The initiative, powered by the Consumer Advocacy and Empowerment Foundation (CADEF) in collaboration with Jacobs Ladder Africa (JLA), is positioning youth-led enterprises as critical actors in the transformation of Nigeria’s agri-food ecosystem.
Launched on January 22, 2026, the Greenlabs “Powering Food Systems” Innovation Challenge drew entries from across the country. After a rigorous, mentor-led innovation sprint and multi-layered evaluation process, 16 shortlisted teams pitched their solutions at the Demo Day event.
Among them, Geocycle, Leovia Farms and Ecobag Mart emerged as standout performers. In recognition of their scalability and commercial viability, the trio secured pre-seed funding to advance product development, complete business formalisation processes, validate market demand and accelerate early-stage market penetration.
All finalists will now enter a structured nine-month incubation programme aimed at transitioning prototypes into investment-ready green ventures. The programme offers technical advisory support, enterprise development training and access to networks and growth capital.

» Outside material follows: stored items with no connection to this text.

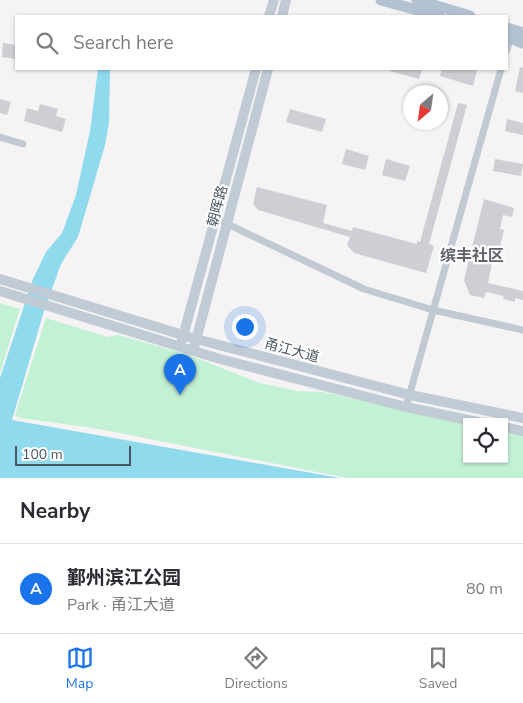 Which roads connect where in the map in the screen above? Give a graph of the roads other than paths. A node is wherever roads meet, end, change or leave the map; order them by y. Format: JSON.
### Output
{"nodes":[{"id":1,"x":274,"y":0,"type":"edge"},
{"id":2,"x":286,"y":0,"type":"edge"},
{"id":3,"x":381,"y":0,"type":"edge"},
{"id":4,"x":417,"y":0,"type":"edge"},
{"id":5,"x":270,"y":15,"type":"edge"},
{"id":6,"x":282,"y":15,"type":"edge"},
{"id":7,"x":435,"y":15,"type":"edge"},
{"id":8,"x":467,"y":15,"type":"edge"},
{"id":9,"x":511,"y":36,"type":"edge"},
{"id":10,"x":523,"y":43,"type":"edge"},
{"id":11,"x":256,"y":70,"type":"edge"},
{"id":12,"x":268,"y":70,"type":"edge"},
{"id":13,"x":501,"y":70,"type":"edge"},
{"id":14,"x":0,"y":138,"type":"edge"},
{"id":15,"x":23,"y":144,"type":"dead end"},
{"id":16,"x":217,"y":219,"type":"junction"},
{"id":17,"x":227,"y":224,"type":"junction"},
{"id":18,"x":0,"y":279,"type":"edge"},
{"id":19,"x":0,"y":291,"type":"edge"},
{"id":20,"x":433,"y":310,"type":"junction"},
{"id":21,"x":523,"y":330,"type":"edge"},
{"id":22,"x":184,"y":335,"type":"junction"},
{"id":23,"x":196,"y":339,"type":"junction"},
{"id":24,"x":180,"y":346,"type":"junction"},
{"id":25,"x":193,"y":350,"type":"junction"},
{"id":26,"x":410,"y":395,"type":"junction"},
{"id":27,"x":406,"y":407,"type":"junction"},
{"id":28,"x":523,"y":418,"type":"edge"},
{"id":29,"x":463,"y":419,"type":"edge"},
{"id":30,"x":508,"y":428,"type":"edge"},
{"id":31,"x":523,"y":431,"type":"edge"}],
"edges":[{"from":1,"to":5,"type":"main road"},
{"from":2,"to":6,"type":"main road"},
{"from":3,"to":7,"type":"main road"},
{"from":4,"to":8,"type":"main road"},
{"from":9,"to":10,"type":"main road"},
{"from":11,"to":16,"type":"main road","name":"朝晖路"},
{"from":12,"to":17,"type":"main road","name":"朝晖路"},
{"from":13,"to":20,"type":"street"},
{"from":14,"to":15,"type":"street"},
{"from":16,"to":17,"type":"street"},
{"from":16,"to":22,"type":"main road","name":"朝晖路"},
{"from":17,"to":20,"type":"street"},
{"from":17,"to":23,"type":"main road","name":"朝晖路"},
{"from":18,"to":22,"type":"main road","name":"甬江大道"},
{"from":19,"to":24,"type":"main road","name":"甬江大道"},
{"from":20,"to":21,"type":"street"},
{"from":20,"to":26,"type":"street"},
{"from":22,"to":23,"type":"main road","name":"甬江大道"},
{"from":22,"to":24,"type":"main road","name":"朝晖路"},
{"from":23,"to":25,"type":"main road","name":"朝晖路"},
{"from":23,"to":26,"type":"main road","name":"甬江大道"},
{"from":24,"to":25,"type":"main road","name":"甬江大道"},
{"from":25,"to":27,"type":"main road","name":"甬江大道"},
{"from":26,"to":27,"type":"street"},
{"from":26,"to":28,"type":"main road","name":"甬江大道"},
{"from":27,"to":29,"type":"main road","name":"甬江大道"},
{"from":30,"to":31,"type":"main road"}]}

Representing the Permanent Secretary of the Federal Ministry of Agriculture and Food Systems, Emmanuel Audu Fatai underscored the urgency of embedding innovation within Africa’s food architecture.
He argued that the continent’s persistent paradox vast agricultural resources coexisting with food deficits and climate shocks demands integrated solutions that connect energy, finance, policy, technology and entrepreneurship.
He noted that innovation has become indispensable to securing Africa’s food future, stressing that young founders are redefining how food systems can function in a climate-constrained era.
At the subnational level, Lagos State reaffirmed its commitment to climate-smart agriculture and youth inclusion through programmes such as the Lagos Agrithon, Agri-Innovation Summit, Food for Lagos Programme, Agri-Premiership Programme and the Lagos Agricultural Scholars Programme, all designed to stimulate production and agribusiness development.
Environmental regulators also indicated growing institutional backing for circular-economy models, including waste-to-energy applications, reflecting broader alignment around sustainable, low-carbon growth pathways.
Executive Director of CADEF, Prof. Chiso Ndukwe-Okafor, described the Demo Day as more than a pitching platform, calling it a conversion point where early-stage concepts evolve into structured enterprises. She explained that the incubation framework integrates governance standards, financial management discipline and entrepreneurial capacity building to ensure long-term viability.
Similarly, Chief Innovation Officer at Jacobs Ladder Africa, Karen Chelang’at, said the challenge deliberately tasked participants with solving tangible bottlenecks within food systems particularly in segments such as poultry and aquaculture using renewable-energy-driven interventions capable of improving productivity and reducing waste.
Organisers emphasised that public policy alone cannot resolve Nigeria’s food and climate pressures, arguing that coordinated public-private collaboration and youth-led innovation will be pivotal to building resilient supply chains.
With funding secured and incubation underway, Greenlabs Cohort 2 marks a transition from policy rhetoric to implementation, signalling a growing role for youth-powered enterprise in advancing Nigeria’s food security and green economy agenda.